(Dataset entries)
######
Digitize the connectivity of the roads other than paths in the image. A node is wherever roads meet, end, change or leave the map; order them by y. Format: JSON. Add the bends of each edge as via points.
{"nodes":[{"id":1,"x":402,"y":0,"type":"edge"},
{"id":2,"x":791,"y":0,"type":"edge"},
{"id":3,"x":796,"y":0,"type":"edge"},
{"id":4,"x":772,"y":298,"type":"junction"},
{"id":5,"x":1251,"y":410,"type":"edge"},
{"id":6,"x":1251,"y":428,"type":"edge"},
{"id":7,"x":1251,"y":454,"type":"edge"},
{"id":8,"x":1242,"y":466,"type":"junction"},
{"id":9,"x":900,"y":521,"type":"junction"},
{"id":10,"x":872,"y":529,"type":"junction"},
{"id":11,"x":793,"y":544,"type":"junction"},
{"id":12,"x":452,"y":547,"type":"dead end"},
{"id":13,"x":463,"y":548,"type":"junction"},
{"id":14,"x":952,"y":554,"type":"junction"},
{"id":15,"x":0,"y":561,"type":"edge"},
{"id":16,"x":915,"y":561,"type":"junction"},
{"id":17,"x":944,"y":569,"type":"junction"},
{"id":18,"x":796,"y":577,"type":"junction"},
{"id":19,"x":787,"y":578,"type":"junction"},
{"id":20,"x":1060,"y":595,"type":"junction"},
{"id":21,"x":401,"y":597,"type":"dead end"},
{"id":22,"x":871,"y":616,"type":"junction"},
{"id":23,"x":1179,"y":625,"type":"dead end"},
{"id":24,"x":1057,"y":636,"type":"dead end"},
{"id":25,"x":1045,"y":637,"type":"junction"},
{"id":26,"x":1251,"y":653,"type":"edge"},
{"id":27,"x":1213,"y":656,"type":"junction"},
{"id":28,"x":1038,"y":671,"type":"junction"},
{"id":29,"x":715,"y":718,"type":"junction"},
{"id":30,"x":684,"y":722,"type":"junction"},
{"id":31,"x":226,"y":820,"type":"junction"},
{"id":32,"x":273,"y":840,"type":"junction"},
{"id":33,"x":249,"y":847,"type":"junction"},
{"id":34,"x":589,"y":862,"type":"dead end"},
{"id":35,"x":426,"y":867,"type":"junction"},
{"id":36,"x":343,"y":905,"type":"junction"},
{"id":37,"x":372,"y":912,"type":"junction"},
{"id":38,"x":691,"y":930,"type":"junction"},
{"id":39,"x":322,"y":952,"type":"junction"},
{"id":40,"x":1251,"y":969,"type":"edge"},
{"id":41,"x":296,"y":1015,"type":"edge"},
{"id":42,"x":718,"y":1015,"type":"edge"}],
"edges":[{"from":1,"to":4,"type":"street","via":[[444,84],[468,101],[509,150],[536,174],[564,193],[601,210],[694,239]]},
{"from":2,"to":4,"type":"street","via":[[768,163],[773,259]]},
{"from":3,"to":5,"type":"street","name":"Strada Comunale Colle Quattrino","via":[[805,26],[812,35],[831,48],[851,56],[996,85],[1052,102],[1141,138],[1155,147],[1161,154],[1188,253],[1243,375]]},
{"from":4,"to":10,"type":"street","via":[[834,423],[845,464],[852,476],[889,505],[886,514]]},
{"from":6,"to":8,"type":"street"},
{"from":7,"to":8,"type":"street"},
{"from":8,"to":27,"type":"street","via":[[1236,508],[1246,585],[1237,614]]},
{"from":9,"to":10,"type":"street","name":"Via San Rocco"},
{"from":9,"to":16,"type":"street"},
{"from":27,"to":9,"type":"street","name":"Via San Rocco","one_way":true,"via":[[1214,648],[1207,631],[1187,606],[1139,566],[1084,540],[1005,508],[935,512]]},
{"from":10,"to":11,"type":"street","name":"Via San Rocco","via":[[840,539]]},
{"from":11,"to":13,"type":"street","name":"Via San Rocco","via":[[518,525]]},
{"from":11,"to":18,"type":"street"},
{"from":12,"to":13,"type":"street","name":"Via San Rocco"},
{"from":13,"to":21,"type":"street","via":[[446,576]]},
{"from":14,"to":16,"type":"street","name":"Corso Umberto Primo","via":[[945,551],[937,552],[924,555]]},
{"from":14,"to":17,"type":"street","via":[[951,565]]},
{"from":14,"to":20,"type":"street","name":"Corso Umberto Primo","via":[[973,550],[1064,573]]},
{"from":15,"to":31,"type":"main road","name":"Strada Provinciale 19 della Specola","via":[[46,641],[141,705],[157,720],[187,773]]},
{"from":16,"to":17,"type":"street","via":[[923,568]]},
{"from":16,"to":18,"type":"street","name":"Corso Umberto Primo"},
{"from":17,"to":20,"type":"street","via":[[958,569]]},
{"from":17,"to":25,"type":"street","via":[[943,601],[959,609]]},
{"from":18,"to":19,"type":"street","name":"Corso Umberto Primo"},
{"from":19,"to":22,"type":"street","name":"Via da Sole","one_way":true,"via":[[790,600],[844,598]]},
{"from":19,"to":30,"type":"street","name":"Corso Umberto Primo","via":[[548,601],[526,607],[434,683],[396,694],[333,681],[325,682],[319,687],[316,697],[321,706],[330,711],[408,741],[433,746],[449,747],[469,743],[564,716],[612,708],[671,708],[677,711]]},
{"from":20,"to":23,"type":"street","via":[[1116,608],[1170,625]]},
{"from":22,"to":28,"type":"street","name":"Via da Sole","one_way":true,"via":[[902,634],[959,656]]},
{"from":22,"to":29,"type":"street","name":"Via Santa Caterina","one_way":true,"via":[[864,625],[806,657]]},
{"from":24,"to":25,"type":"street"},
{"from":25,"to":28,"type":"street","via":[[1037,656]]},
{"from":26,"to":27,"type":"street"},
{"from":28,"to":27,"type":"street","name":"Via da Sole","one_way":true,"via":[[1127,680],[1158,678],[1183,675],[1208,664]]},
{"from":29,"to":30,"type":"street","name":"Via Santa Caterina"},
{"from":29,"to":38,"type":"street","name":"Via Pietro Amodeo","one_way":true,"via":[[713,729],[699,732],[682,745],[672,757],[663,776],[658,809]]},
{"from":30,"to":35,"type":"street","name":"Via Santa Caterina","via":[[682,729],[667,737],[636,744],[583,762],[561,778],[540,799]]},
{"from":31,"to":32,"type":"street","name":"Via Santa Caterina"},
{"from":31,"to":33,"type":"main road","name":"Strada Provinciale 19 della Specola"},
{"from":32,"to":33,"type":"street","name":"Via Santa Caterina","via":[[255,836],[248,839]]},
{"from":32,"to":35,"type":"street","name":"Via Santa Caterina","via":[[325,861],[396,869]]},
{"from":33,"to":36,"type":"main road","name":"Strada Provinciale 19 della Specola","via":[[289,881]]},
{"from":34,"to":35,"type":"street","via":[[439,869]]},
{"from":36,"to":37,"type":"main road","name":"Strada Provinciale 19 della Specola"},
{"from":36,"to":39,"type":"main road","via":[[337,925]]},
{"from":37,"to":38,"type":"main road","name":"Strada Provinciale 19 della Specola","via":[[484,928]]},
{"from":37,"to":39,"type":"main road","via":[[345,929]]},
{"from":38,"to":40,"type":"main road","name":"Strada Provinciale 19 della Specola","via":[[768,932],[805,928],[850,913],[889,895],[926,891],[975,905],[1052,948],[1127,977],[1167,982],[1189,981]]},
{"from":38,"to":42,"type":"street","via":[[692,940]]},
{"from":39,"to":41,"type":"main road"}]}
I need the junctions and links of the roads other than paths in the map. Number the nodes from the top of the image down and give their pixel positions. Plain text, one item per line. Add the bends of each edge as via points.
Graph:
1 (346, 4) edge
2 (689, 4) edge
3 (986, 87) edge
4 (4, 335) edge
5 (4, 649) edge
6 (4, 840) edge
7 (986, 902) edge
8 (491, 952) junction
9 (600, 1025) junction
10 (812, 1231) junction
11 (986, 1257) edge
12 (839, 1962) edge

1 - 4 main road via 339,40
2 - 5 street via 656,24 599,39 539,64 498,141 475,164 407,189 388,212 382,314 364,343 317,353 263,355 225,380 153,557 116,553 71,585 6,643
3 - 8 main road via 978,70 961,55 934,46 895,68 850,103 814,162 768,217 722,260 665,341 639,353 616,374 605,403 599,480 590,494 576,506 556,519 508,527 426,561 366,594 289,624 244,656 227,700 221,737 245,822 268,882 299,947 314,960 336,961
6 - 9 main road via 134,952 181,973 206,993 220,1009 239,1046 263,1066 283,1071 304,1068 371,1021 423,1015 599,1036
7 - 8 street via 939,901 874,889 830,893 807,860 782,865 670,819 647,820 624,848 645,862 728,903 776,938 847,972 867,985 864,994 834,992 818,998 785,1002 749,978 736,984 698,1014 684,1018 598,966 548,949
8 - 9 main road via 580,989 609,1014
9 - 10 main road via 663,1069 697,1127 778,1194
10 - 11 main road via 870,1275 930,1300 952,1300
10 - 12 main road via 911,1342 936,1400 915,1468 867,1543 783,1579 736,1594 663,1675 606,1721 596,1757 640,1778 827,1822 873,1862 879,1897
######
▸ WORK REQUIRED
What is the number of lines in the records that contain the word "nodes"? Answer with the number and nothing else.

▸ ANSWER TO THIS TASK
2